Sulla stampa è recentemente apparsa la notizia dell'iniziativa dei rettori di dodici atenei, tra cui Bologna, Padova e il Politecnico di Milano, di costituire un'associazione per la qualità delle università. Il progetto è criticabile sia nel metodo che nel merito: contrariamente alle intenzioni, tende di fatto a creare un club con accesso preferenziale ai fondi ministeriali, piuttosto che indirizzare e incentivare la qualità della ricerca e della didattica.

La stampa ha recentemente riportato la notizia dell’iniziativa dei rettori di dodici atenei di costituire un’associazione per la qualità delle università italiane statali o Aquis. (1) Lo scopo di tale associazione, a quanto si apprende, è migliorare la reputazione internazionale degli atenei pubblici, promuovere la qualità di formazione, ricerca scientifica e organizzazione, proporre strategie per la definizione di obiettivi e programmi comuni con parlamento e governo. Più concretamente, le università che fanno parte dell’associazione battono cassa, e chiedono più risorse in cambio di una maggiore qualità.

LE LUCI

L’Aquis nasce come gruppo aperto ad adesioni di altre università (e infatti il gruppo dei promotori ha già raggiunto quota diciannove), purché essi rispettino i criteri di qualità stabiliti dai proponenti.
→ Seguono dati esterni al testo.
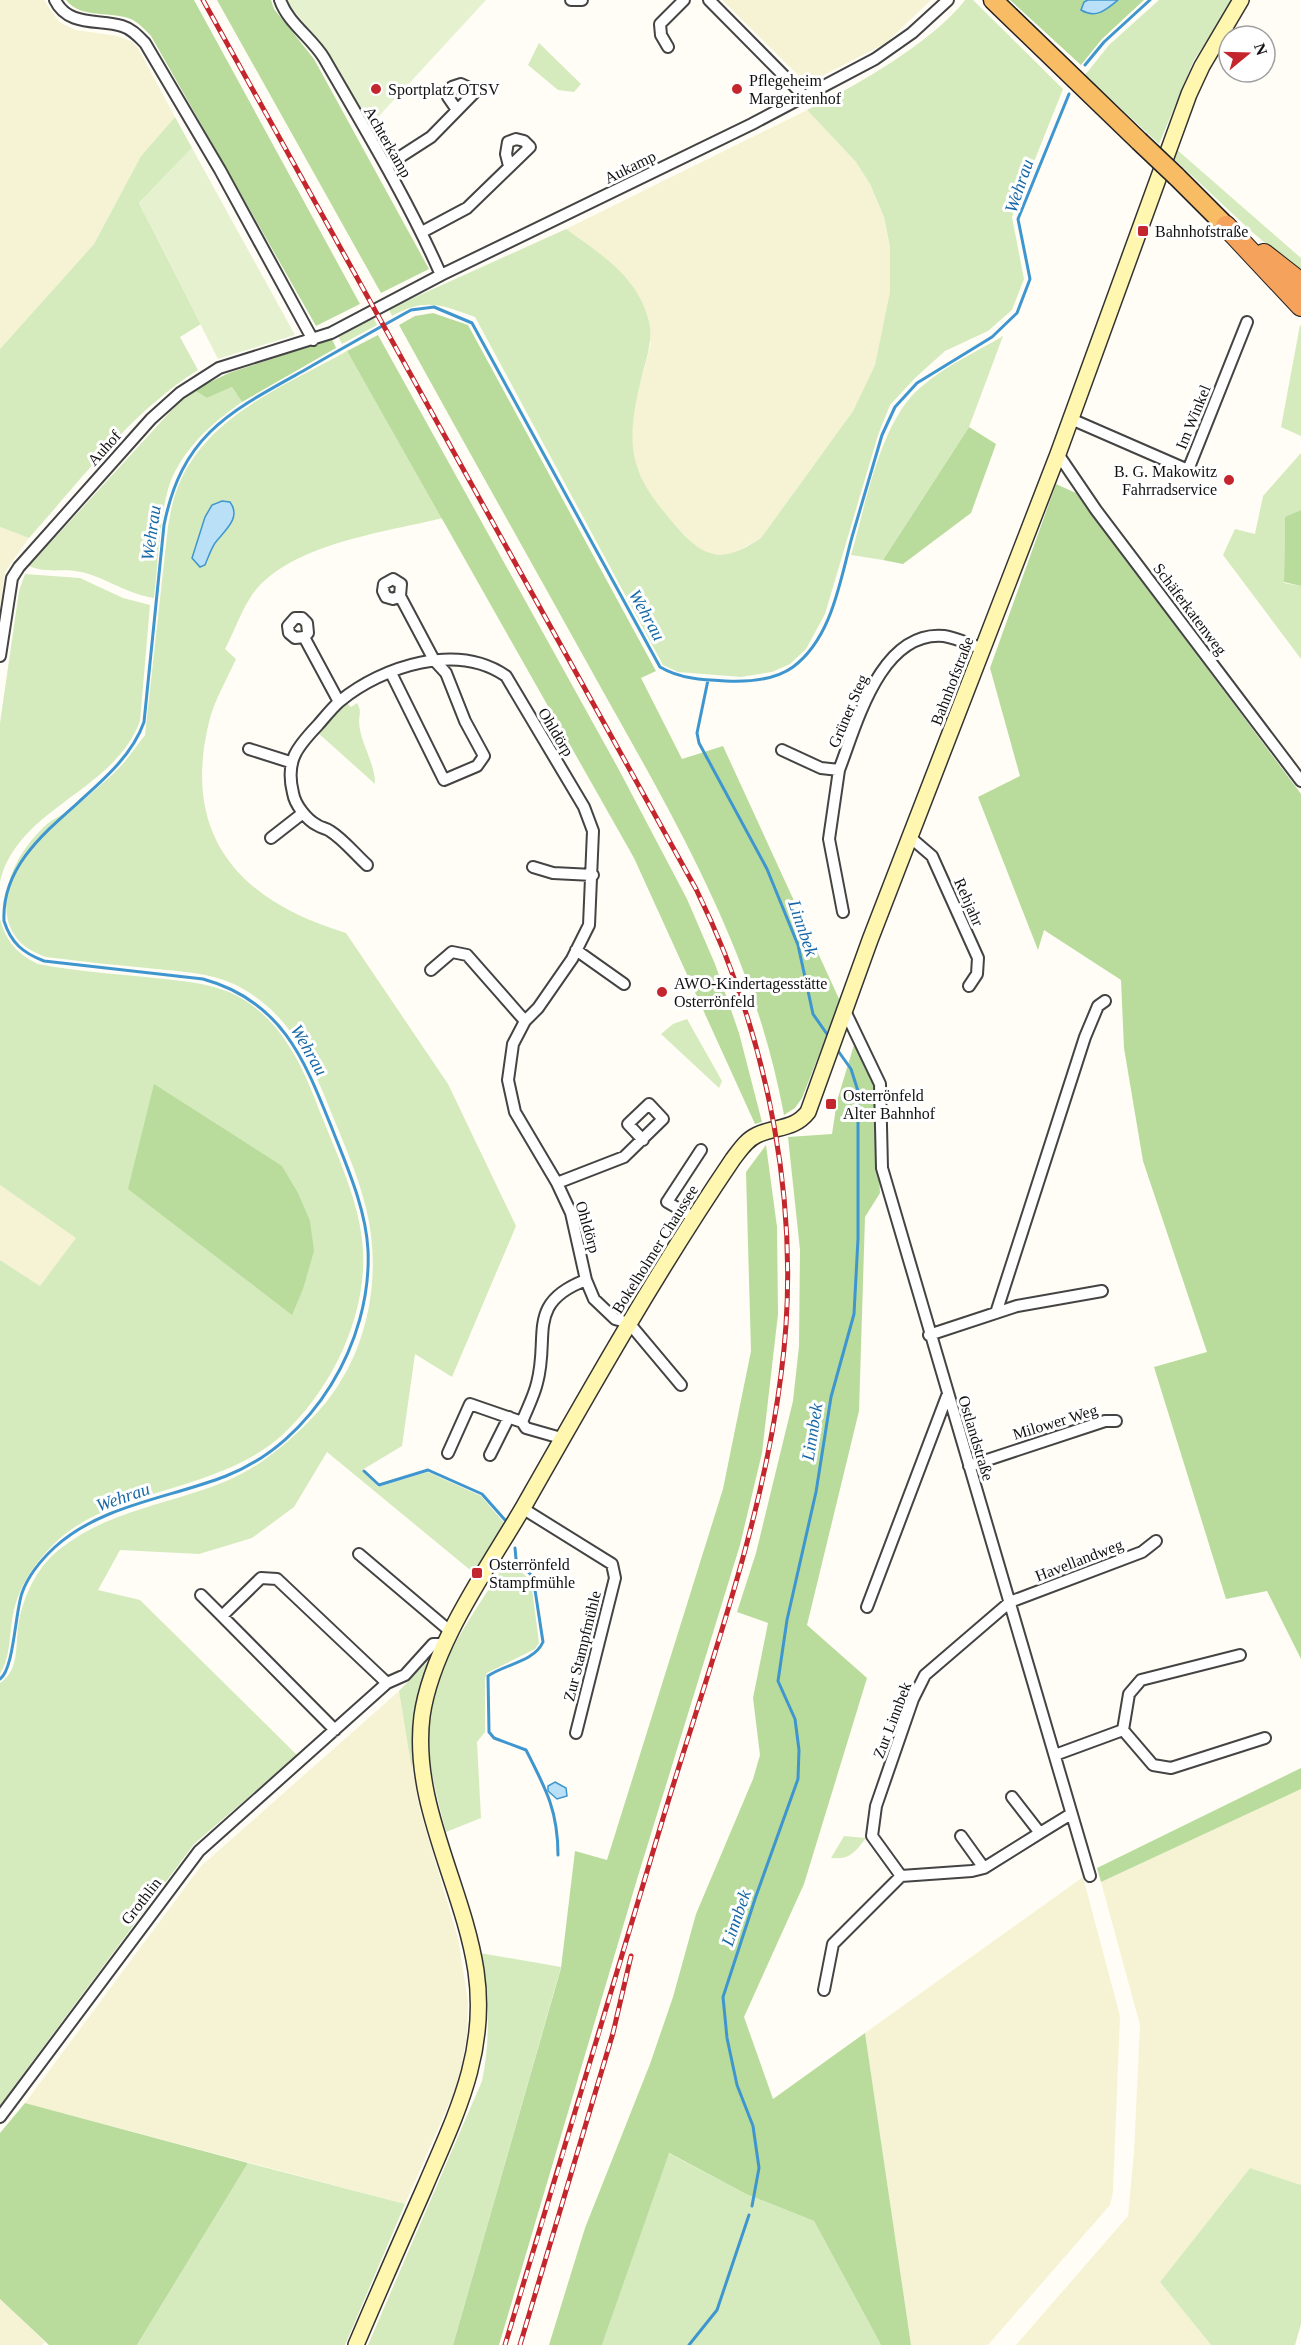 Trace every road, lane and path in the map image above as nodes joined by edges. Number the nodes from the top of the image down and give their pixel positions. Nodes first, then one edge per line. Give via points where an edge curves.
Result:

Ma quali sono i criteri per aderire al gruppo Aquis? Un bilancio che preveda spese per il personale inferiori al 90 per cento del fondo di finanziamento ordinario, la reputazione scientifica misurata dalla presenza in alcuni ranking internazionali (come quello dell’università Jiao Tong di Shangai), e almeno 15mila studenti iscritti.
La fine del finanziamento a pioggia delle università italiane è un obiettivo da condividere. Come è stato più volte ricordato anche su lavoce.info, uno dei problemi principali delle università italiane è l’assoluta mancanza di incentivi rivolti a chi fa scelte virtuose, mirate ad accrescere la qualità della ricerca e della didattica, e la mancata penalizzazione di chi fa scelte che vanno nella direzione opposta. Apprezzabile è anche la rottura del tabù dell’uguaglianza delle università: è giusto riconoscere che non tutte offrono la stessa qualità in termini di ricerca e di didattica.

E LE OMBRE

Ciò detto, l’iniziativa non appare esente da critiche. Innanzitutto per il metodo proposto. L’idea che siano le università stesse a certificare il proprio operato, autoproclamandosi “di qualità” sulla base di indicatori scelti dagli stessi proponenti, è singolare. Molto più opportuno ci sembra il metodo adottato in Gran Bretagna, dove il Research AssessmentExercise (Rae https://www.rae.ac.uk/) valuta periodicamente la qualità della ricerca e dell’offerta didattica di tutte le discipline.Il Rae infatti è un organismo indipendente, nominato dai quattro principali centri di spesa pubblica per l’università in Inghilterra, Scozia, Galles e Irlanda del Nord.
Anche i criteri scelti dai rettori sono discutibili. Perché il numero di studenti dovrebbe essere un fattore di qualità discriminante? Forse l’idea è quella di escludere le piccole università nate recentemente, la cui qualità della ricerca e della didattica non è sempre elevata. Ma perché dovrebbe essere esclusa da Aquis un’università con poche facoltà (e quindi pochi studenti), ma di qualità elevata, e incluso invece un ateneo con molte facoltà, ma magari di minore qualità? E perché il fatto di avere più fondi disponibili oggi dovrebbe dare diritto ad averne di più anche in futuro?
Vi è poi l’obiezione riguardo a chi debba essere soggetto a valutazione. Supponiamo che un’università risulti eccellente nella ricerca grazie al dipartimento di fisica o di matematica. Perché dei fondi derivanti dal comportamento virtuoso di tali dipartimenti dovrebbero beneficiare anche dipartimenti dello stesso ateneo che non si sono distinti nella ricerca? Molto più logico sembra che la valutazione sia fatta a livello di dipartimento e non di ateneo. A tal proposito, saremmo curiosi di sapere se le università che hanno aderito ad Aquis gestiscono i propri fondi per la ricerca e per il personale in modo da premiare i docenti più impegnati nella ricerca e nella didattica, dando il buon esempio alle altre università. Già oggi i rettori, il senato accademico e il consiglio di amministrazione potrebbero attribuire posti di ricercatore, dottorati di ricerca, assegni di ricerca e i mille altri fondi che si disperdono spesso in tanti rivoli sulla base del punteggio Civrconseguito da ciascun settore disciplinare, promuovendo una selezione di merito al proprio interno e premiando i settori che si sono distinti nella ricerca.
Complessivamente ci sembra che l’iniziativa Aquis abbia più ombre che luci; tende in sostanza a creare un club con accesso preferenziale ai fondi ministeriali, piuttosto che indirizzare e incentivare la qualità della ricerca e della didattica. Sorprende quindi che tra i proponenti vi siano atenei di grande tradizione e prestigio, come Bologna, Padova e i Politecnici di Milano e Torino.